DISPATCH_QUEUE_SERIAL(
A dispatch queue that executes blocks serially in FIFO order.)
2.
DISPATCH_QUEUE_CONCURRENT
(
A dispatch queue that executes blocks concurrently. Although
they execute blocks concurrently, you can use barrier blocks to
create synchronization points within the queue.)
Q5. What all architectures you have used to design iOS application?
Solution: MVVM vs. MVC vs. VIPER (here)
Q6. Please let me know about design patterns which you normally use during app development?
Solution:
- Creational: Singleton, Builder, Factory.
- Structural: Decorator, Adapter, Facade.
- Behavioral: Observer, and, Memento.
Q8. What are solid principles, did you use it in your iOS application?
Solution: Yes
S.O.L.I.D. STANDS FOR:
- S — Single responsibility principle
- O — Open closed principle
- L — Liskov substitution principle
- I — Interface segregation principle
- D — Dependency Inversion principle
# Single responsibility principle
A class should have one and only one reason to change, meaning that a class should only have one job.
# Open-closed Principle
Objects or entities should be open for extension, but closed for modification.
# Liskov substitution principle
Derived classes must be substitutable for their base classes.
# Interface segregation principle
A client should never be forced to implement an interface that it doesn’t use or clients shouldn’t be forced to depend on methods they do not use.
# Dependency inversion principle
Entities must depend on abstractions not on concretions.
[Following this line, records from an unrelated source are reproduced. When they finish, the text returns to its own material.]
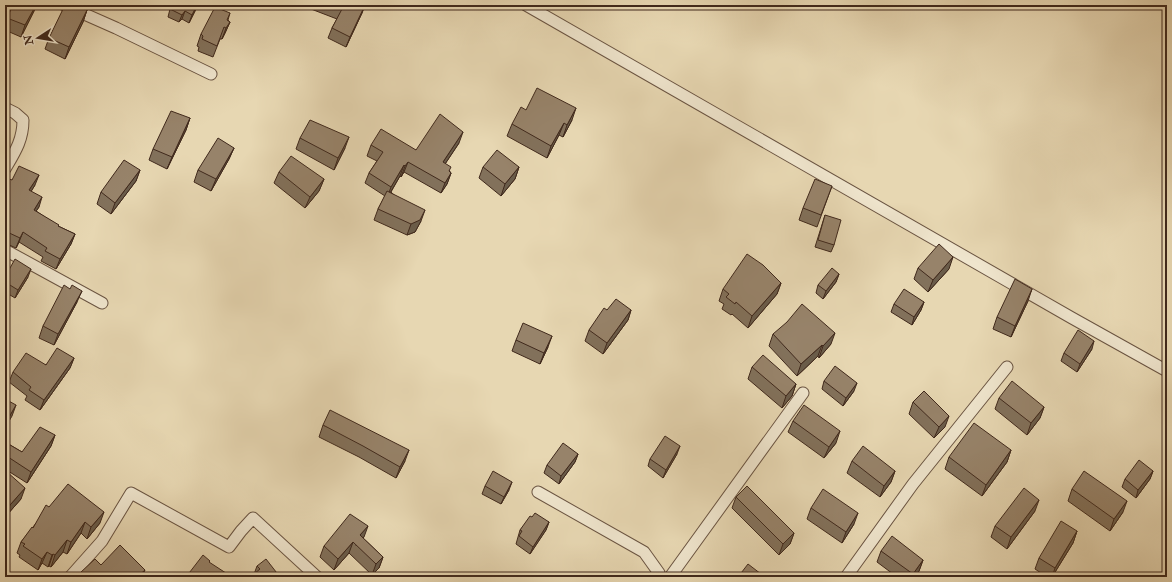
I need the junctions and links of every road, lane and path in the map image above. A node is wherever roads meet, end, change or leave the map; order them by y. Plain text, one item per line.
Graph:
1 (64, 5) edge
2 (526, 5) edge
3 (211, 74) dead end
4 (5, 108) edge
5 (5, 169) edge
6 (5, 250) edge
7 (102, 304) dead end
8 (1007, 367) dead end
9 (1167, 371) edge
10 (803, 393) dead end
11 (538, 492) dead end
12 (70, 577) edge
13 (317, 577) edge
14 (659, 577) edge
15 (670, 577) edge
16 (846, 577) edge

1 - 3 street
2 - 9 street
4 - 5 street
6 - 7 street
8 - 16 street
10 - 15 street
11 - 14 street
12 - 13 street

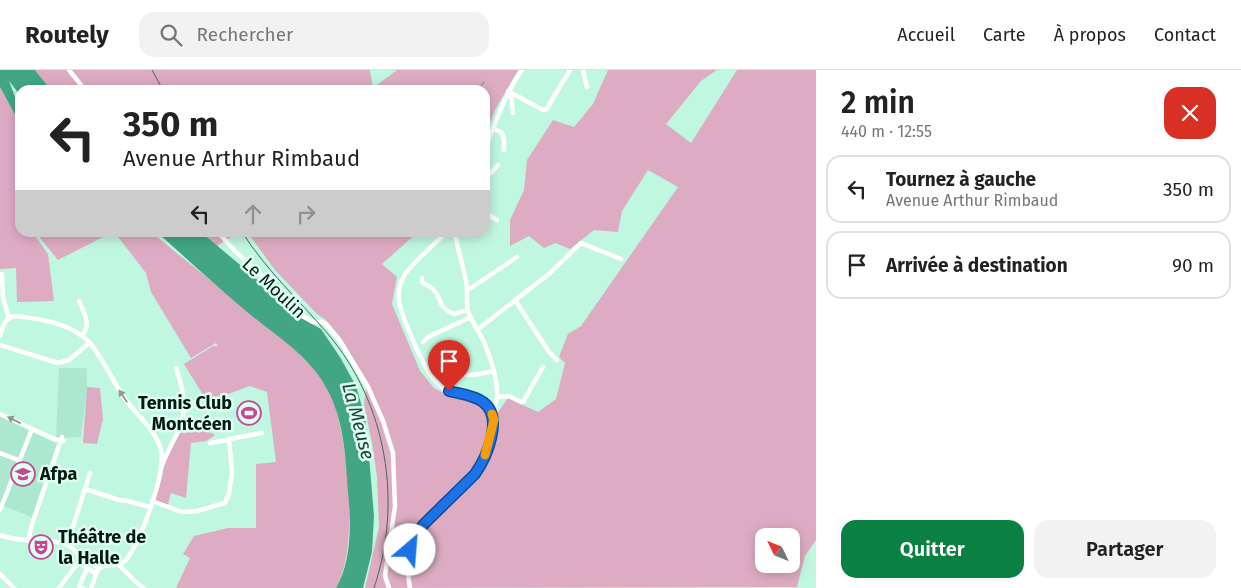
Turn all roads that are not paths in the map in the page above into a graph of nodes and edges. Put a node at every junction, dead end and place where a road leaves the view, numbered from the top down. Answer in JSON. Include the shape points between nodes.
{"nodes":[{"id":1,"x":69,"y":70,"type":"edge"},
{"id":2,"x":522,"y":70,"type":"edge"},
{"id":3,"x":570,"y":70,"type":"edge"},
{"id":4,"x":583,"y":70,"type":"edge"},
{"id":5,"x":81,"y":85,"type":"edge"},
{"id":6,"x":587,"y":88,"type":"dead end"},
{"id":7,"x":510,"y":92,"type":"junction"},
{"id":8,"x":513,"y":113,"type":"dead end"},
{"id":9,"x":493,"y":128,"type":"junction"},
{"id":10,"x":490,"y":136,"type":"edge"},
{"id":11,"x":504,"y":150,"type":"dead end"},
{"id":12,"x":498,"y":165,"type":"dead end"},
{"id":13,"x":490,"y":173,"type":"edge"},
{"id":14,"x":490,"y":216,"type":"edge"},
{"id":15,"x":497,"y":220,"type":"dead end"},
{"id":16,"x":222,"y":237,"type":"edge"},
{"id":17,"x":441,"y":237,"type":"edge"},
{"id":18,"x":455,"y":237,"type":"edge"},
{"id":19,"x":517,"y":257,"type":"dead end"},
{"id":20,"x":621,"y":259,"type":"dead end"},
{"id":21,"x":2,"y":274,"type":"dead end"},
{"id":22,"x":422,"y":278,"type":"dead end"},
{"id":23,"x":467,"y":289,"type":"junction"},
{"id":24,"x":515,"y":300,"type":"junction"},
{"id":25,"x":79,"y":301,"type":"dead end"},
{"id":26,"x":468,"y":310,"type":"junction"},
{"id":27,"x":471,"y":317,"type":"junction"},
{"id":28,"x":9,"y":318,"type":"junction"},
{"id":29,"x":476,"y":330,"type":"junction"},
{"id":30,"x":0,"y":336,"type":"edge"},
{"id":31,"x":82,"y":336,"type":"junction"},
{"id":32,"x":89,"y":342,"type":"junction"},
{"id":33,"x":423,"y":342,"type":"dead end"},
{"id":34,"x":0,"y":345,"type":"edge"},
{"id":35,"x":557,"y":360,"type":"dead end"},
{"id":36,"x":447,"y":363,"type":"dead end"},
{"id":37,"x":543,"y":367,"type":"dead end"},
{"id":38,"x":176,"y":368,"type":"dead end"},
{"id":39,"x":494,"y":371,"type":"junction"},
{"id":40,"x":498,"y":397,"type":"junction"},
{"id":41,"x":492,"y":412,"type":"junction"},
{"id":42,"x":0,"y":414,"type":"edge"},
{"id":43,"x":32,"y":429,"type":"junction"},
{"id":44,"x":262,"y":432,"type":"dead end"},
{"id":45,"x":229,"y":440,"type":"junction"},
{"id":46,"x":210,"y":443,"type":"dead end"},
{"id":47,"x":0,"y":453,"type":"edge"},
{"id":48,"x":18,"y":460,"type":"junction"},
{"id":49,"x":162,"y":467,"type":"junction"},
{"id":50,"x":90,"y":473,"type":"dead end"},
{"id":51,"x":85,"y":489,"type":"junction"},
{"id":52,"x":152,"y":501,"type":"junction"},
{"id":53,"x":150,"y":507,"type":"junction"},
{"id":54,"x":0,"y":510,"type":"edge"},
{"id":55,"x":71,"y":533,"type":"dead end"},
{"id":56,"x":0,"y":535,"type":"edge"},
{"id":57,"x":28,"y":541,"type":"junction"},
{"id":58,"x":79,"y":560,"type":"junction"},
{"id":59,"x":119,"y":565,"type":"junction"},
{"id":60,"x":87,"y":569,"type":"junction"},
{"id":61,"x":98,"y":570,"type":"junction"},
{"id":62,"x":0,"y":574,"type":"edge"},
{"id":63,"x":0,"y":579,"type":"edge"},
{"id":64,"x":9,"y":584,"type":"junction"},
{"id":65,"x":14,"y":588,"type":"edge"},
{"id":66,"x":59,"y":588,"type":"edge"},
{"id":67,"x":80,"y":588,"type":"edge"},
{"id":68,"x":92,"y":588,"type":"edge"},
{"id":69,"x":144,"y":588,"type":"edge"},
{"id":70,"x":389,"y":588,"type":"edge"},
{"id":71,"x":410,"y":588,"type":"edge"}],
"edges":[{"from":1,"to":5,"type":"street"},
{"from":2,"to":7,"type":"street"},
{"from":3,"to":7,"type":"street","via":[[547,109],[543,110]]},
{"from":4,"to":6,"type":"street"},
{"from":7,"to":8,"type":"street"},
{"from":7,"to":9,"type":"street"},
{"from":9,"to":10,"type":"street"},
{"from":9,"to":11,"type":"street","via":[[502,133]]},
{"from":12,"to":13,"type":"street"},
{"from":14,"to":15,"type":"street"},
{"from":16,"to":70,"type":"street","name":"Le Moulin","via":[[297,312],[315,323],[326,324],[363,379],[383,421],[393,454],[395,506],[385,576]]},
{"from":17,"to":41,"type":"street","via":[[404,276],[399,292],[401,307],[434,380],[449,391],[480,400]]},
{"from":18,"to":23,"type":"street"},
{"from":19,"to":23,"type":"street"},
{"from":20,"to":24,"type":"street","via":[[581,243]]},
{"from":21,"to":28,"type":"street","via":[[3,298]]},
{"from":22,"to":26,"type":"street","via":[[422,282],[433,289],[445,310],[454,314]]},
{"from":23,"to":26,"type":"street"},
{"from":24,"to":29,"type":"street"},
{"from":24,"to":35,"type":"street"},
{"from":25,"to":31,"type":"street","via":[[87,323]]},
{"from":26,"to":27,"type":"street"},
{"from":27,"to":29,"type":"street"},
{"from":27,"to":33,"type":"street"},
{"from":28,"to":30,"type":"street"},
{"from":28,"to":31,"type":"street","via":[[16,316],[53,322]]},
{"from":29,"to":39,"type":"street","via":[[484,342]]},
{"from":31,"to":32,"type":"street"},
{"from":32,"to":34,"type":"street","via":[[62,365]]},
{"from":49,"to":32,"type":"street","one_way":true,"via":[[162,452],[151,430],[128,404]]},
{"from":36,"to":39,"type":"street","via":[[462,375]]},
{"from":37,"to":40,"type":"street","via":[[523,402],[509,396]]},
{"from":38,"to":49,"type":"street","via":[[184,410]]},
{"from":39,"to":40,"type":"street"},
{"from":40,"to":41,"type":"street"},
{"from":41,"to":71,"type":"street","via":[[494,420],[488,448],[478,469],[414,538],[408,561]]},
{"from":43,"to":42,"type":"street","one_way":true},
{"from":43,"to":48,"type":"street"},
{"from":43,"to":57,"type":"street","via":[[62,440]]},
{"from":44,"to":45,"type":"street"},
{"from":45,"to":46,"type":"street"},
{"from":45,"to":52,"type":"street","via":[[232,472],[226,503],[197,512],[182,512]]},
{"from":47,"to":48,"type":"street"},
{"from":48,"to":54,"type":"street"},
{"from":49,"to":52,"type":"street"},
{"from":50,"to":51,"type":"street"},
{"from":51,"to":53,"type":"street"},
{"from":51,"to":55,"type":"street"},
{"from":52,"to":53,"type":"street"},
{"from":53,"to":59,"type":"street","via":[[137,544]]},
{"from":56,"to":57,"type":"street"},
{"from":57,"to":58,"type":"street","via":[[64,543],[75,550]]},
{"from":58,"to":60,"type":"street"},
{"from":58,"to":61,"type":"street","via":[[84,557]]},
{"from":58,"to":66,"type":"street"},
{"from":59,"to":61,"type":"street"},
{"from":59,"to":69,"type":"street"},
{"from":60,"to":61,"type":"street","via":[[95,573]]},
{"from":60,"to":67,"type":"street"},
{"from":61,"to":68,"type":"street"},
{"from":62,"to":64,"type":"street"},
{"from":63,"to":64,"type":"street"},
{"from":64,"to":65,"type":"street"}]}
It states that the high level module must not depend on the low level module, but they should depend on abstractions.
For more details — here
Q10. When you process some block of code on main queue, what happen, how it works — serially or parallel , on what thread?
Solution:
The main queue does indeed run on the main thread like you say.
The global queues are concurrent queues and from the main page for dispatch_get_global_queue:
Unlike the main queue or queues allocated with dispatch_queue_create(), the global concurrent queues schedule blocks as soon as threads become available (“non-FIFO” completion order). The global concurrent queues represent three priority bands:
• DISPATCH_QUEUE_PRIORITY_HIGH
• DISPATCH_QUEUE_PRIORITY_DEFAULT
• DISPATCH_QUEUE_PRIORITY_LOW
Blocks submitted to the high priority global queue will be invoked before those submitted to the default or low priority global queues. Blocks submitted to the low priority global queue will only be invoked if no blocks are pending on the default or high priority queues.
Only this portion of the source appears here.